English

Russian-backed Syrian peace talks reach deal on constitution as US discusses escalating conflict

At Russian-sponsored peace talks on the Syrian conflict held this week in the Black Sea resort of Sochi, participants reached a deal to negotiate a new constitution for the war-ravaged country. A day after the conclusion of the talks, which were boycotted by the United States, France and Britain, the Trump administration raised new and unsubstantiated claims that the Assad regime is developing chemical weapons, raising the prospect of yet another American military attack.

The agreement will give Russia, Turkey and Iran, the three countries backing the Sochi dialogue, significant influence in shaping the constitutional committee. The three countries will each provide a list of 50 nominees from which committee members will be selected. Syria’s High Negotiating Committee (HNC), the UN-recognised opposition group, will also have representation.

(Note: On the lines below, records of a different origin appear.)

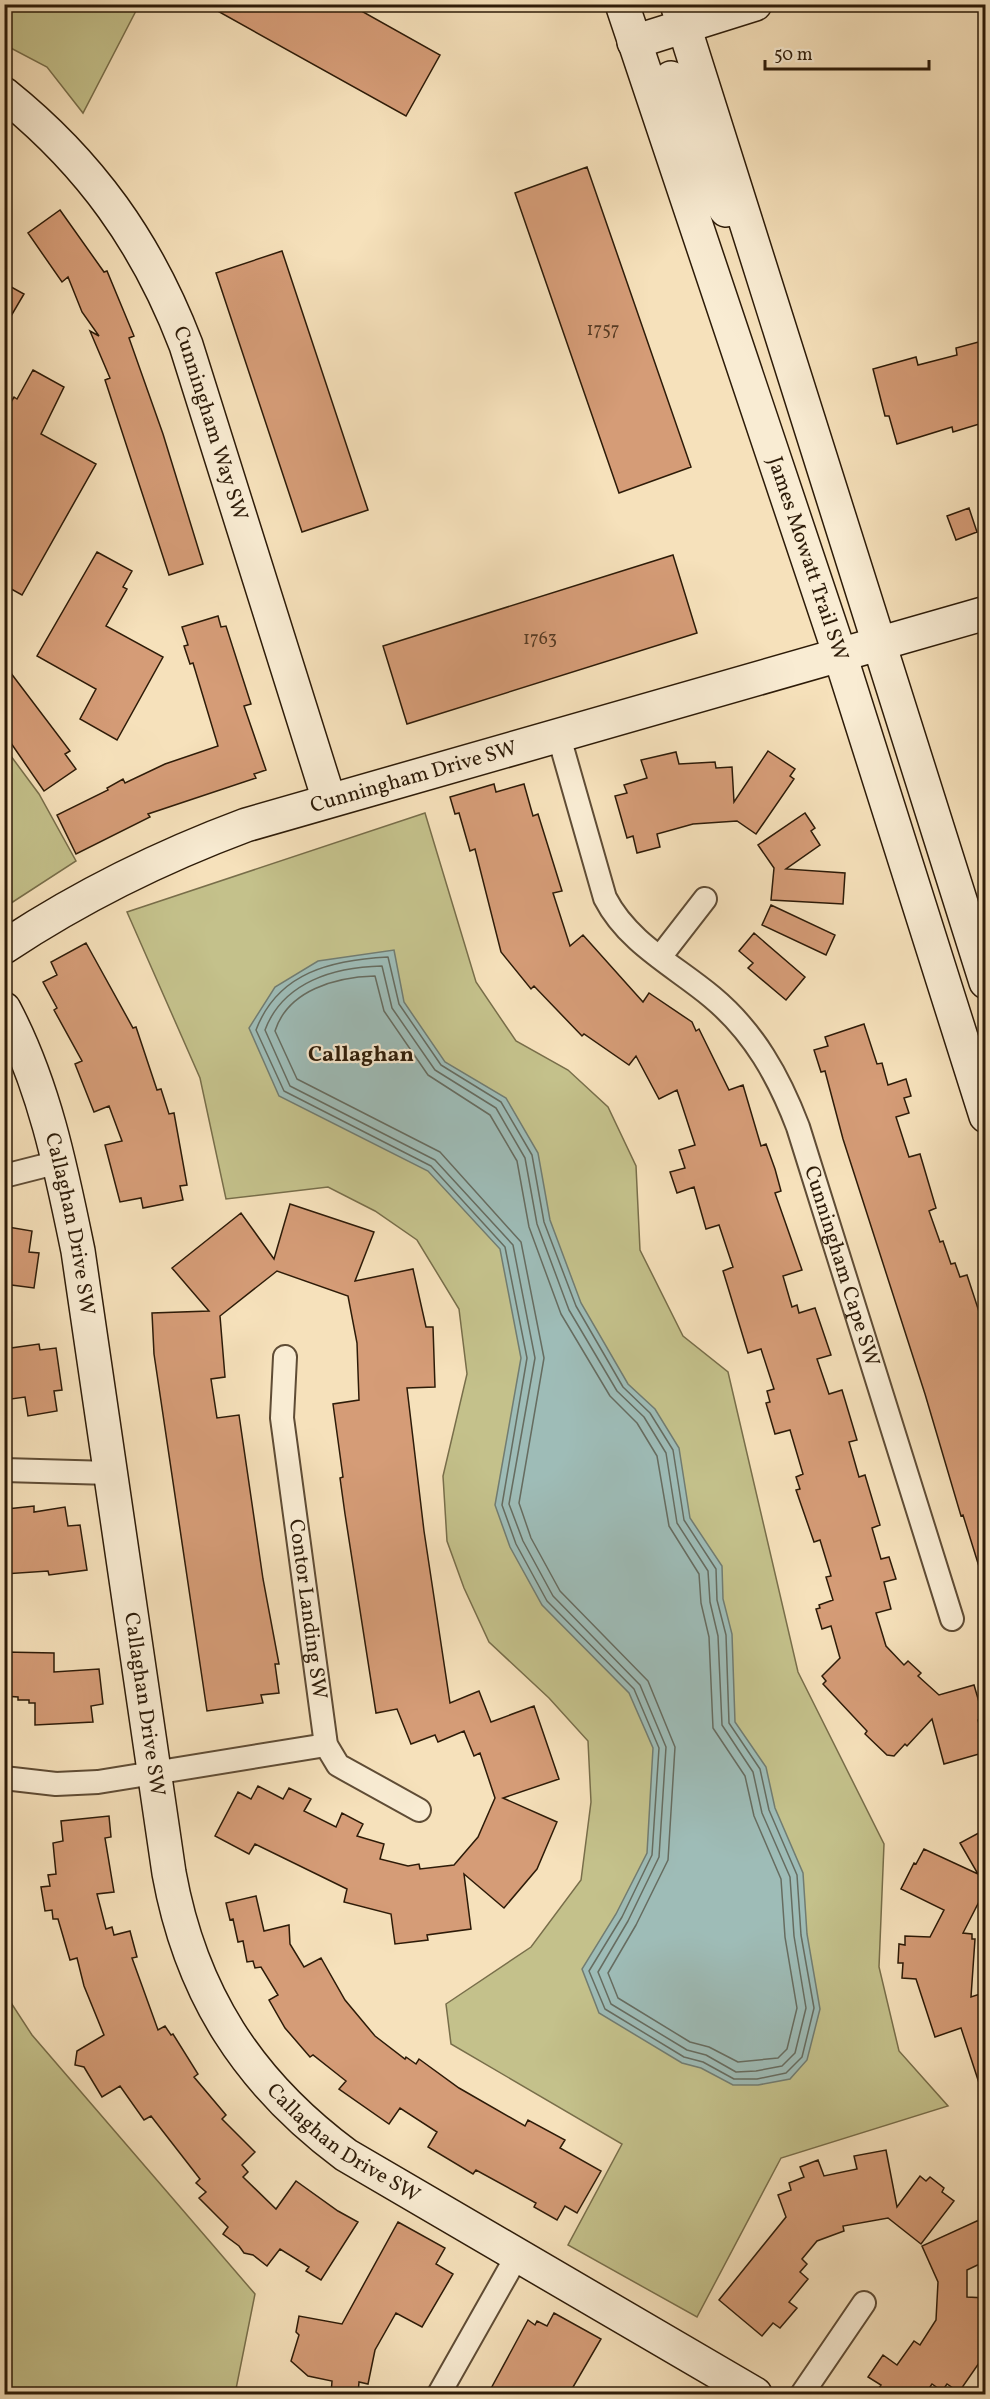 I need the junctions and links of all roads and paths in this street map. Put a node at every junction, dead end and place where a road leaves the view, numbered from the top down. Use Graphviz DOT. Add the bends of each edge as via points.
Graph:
graph roads {
  1 [pos="621,4"];
  2 [pos="755,4"];
  3 [pos="681,16"];
  4 [pos="634,42"];
  5 [pos="4,94"];
  6 [pos="756,252"];
  7 [pos="986,614"];
  8 [pos="880,644"];
  9 [pos="840,655"];
  10 [pos="559,737"];
  11 [pos="329,800"];
  12 [pos="705,899"];
  13 [pos="4,947"];
  14 [pos="660,957"];
  15 [pos="986,982"];
  16 [pos="4,1009"];
  17 [pos="986,1116"];
  18 [pos="58,1161"];
  19 [pos="4,1176"];
  20 [pos="285,1357"];
  21 [pos="4,1470"];
  22 [pos="110,1473"];
  23 [pos="952,1619"];
  24 [pos="326,1745"];
  25 [pos="153,1773"];
  26 [pos="4,1778"];
  27 [pos="419,1810"];
  28 [pos="517,2256"];
  29 [pos="864,2303"];
  30 [pos="439,2394"];
  31 [pos="755,2394"];
  32 [pos="802,2394"];
  1 -- 4 [label="street, James Mowatt Trail SW"];
  2 -- 3 [label="street"];
  3 -- 4 [label="street"];
  3 -- 6 [label="street, James Mowatt Trail SW"];
  4 -- 6 [label="street" via="667,69 716,196"];
  4 -- 9 [label="street, James Mowatt Trail SW"];
  5 -- 11 [label="street, Cunningham Way SW" via="51,135 105,195 133,235 170,304"];
  6 -- 8 [label="street, James Mowatt Trail SW"];
  7 -- 8 [label="street, Cunningham Drive SW"];
  8 -- 9 [label="street, Cunningham Drive SW"];
  8 -- 15 [label="street, James Mowatt Trail SW"];
  9 -- 10 [label="street, Cunningham Drive SW"];
  9 -- 17 [label="street, James Mowatt Trail SW"];
  10 -- 11 [label="street, Cunningham Drive SW"];
  10 -- 14 [label="street, Cunningham Cape SW" via="605,898 623,926"];
  11 -- 13 [label="street, Cunningham Drive SW" via="246,825 150,864"];
  12 -- 14 [label="street"];
  14 -- 23 [label="street, Cunningham Cape SW" via="730,1012 765,1057 783,1090 798,1127"];
  16 -- 18 [label="street, Callaghan Drive SW" via="27,1057"];
  18 -- 19 [label="street"];
  18 -- 22 [label="street, Callaghan Drive SW" via="78,1251"];
  20 -- 24 [label="street, Contor Landing SW" via="282,1418"];
  21 -- 22 [label="street"];
  22 -- 25 [label="street, Callaghan Drive SW"];
  24 -- 25 [label="street"];
  24 -- 27 [label="street, Contor Landing SW" via="338,1765"];
  25 -- 26 [label="street" via="77,1783"];
  25 -- 28 [label="street, Callaghan Drive SW" via="168,1873 185,1941 217,2014 244,2058 292,2112 346,2155"];
  28 -- 30 [label="street"];
  28 -- 31 [label="street, Callaghan Drive SW"];
  29 -- 32 [label="street"];
}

HNC representatives refused to attend the conference, claiming they were being excluded from the process. They remained at the airport in protest after being confronted with the use of the current Syrian flag and other symbols of the Assad regime in advertising for the gathering. There were even divisions at the gathering itself, with Russian Foreign Minister Sergei Lavrov being heckled during his remarks.

The presence at the talks of the UN’s Syria envoy, Staffan de Mistura, was an acknowledgement of the weakened position of the US and its Western allies in Syria, where the Assad regime has relied on support from Russia and Iran to remain in power. If the next round of UN talks in Geneva accepts the proposal to negotiate a new constitution, it will be interpreted as a victory for Moscow at Washington’s expense, since the future of the Assad regime will be deferred until a later date.

But whatever the result of future talks, it will do nothing to resolve the rapidly intensifying imperialist and great power rivalries that are intertwined with the Syrian conflict and stretch across the entire Middle East region. The US, under Obama, incited the Syrian civil war in 2011, which has claimed over half a million lives, with the aim of bringing about regime change in Damascus. This was part of a longer-term strategy, launched with the first Gulf War over a quarter century ago, to consolidate its unchallenged control over the energy-rich and strategically important Middle East against its main competitors, Russia and China. The US-instigated wars have claimed the lives of millions of people and forced millions more from their homes.

The Trump administration acknowledged the true character of the Syrian intervention with last month’s National Defence Strategy, which openly proclaimed the chief threat to US imperialist interests not to be the bogus “war on terror,” which has been used to justify a series of criminal wars since 9/11, but the growing danger of great power conflicts.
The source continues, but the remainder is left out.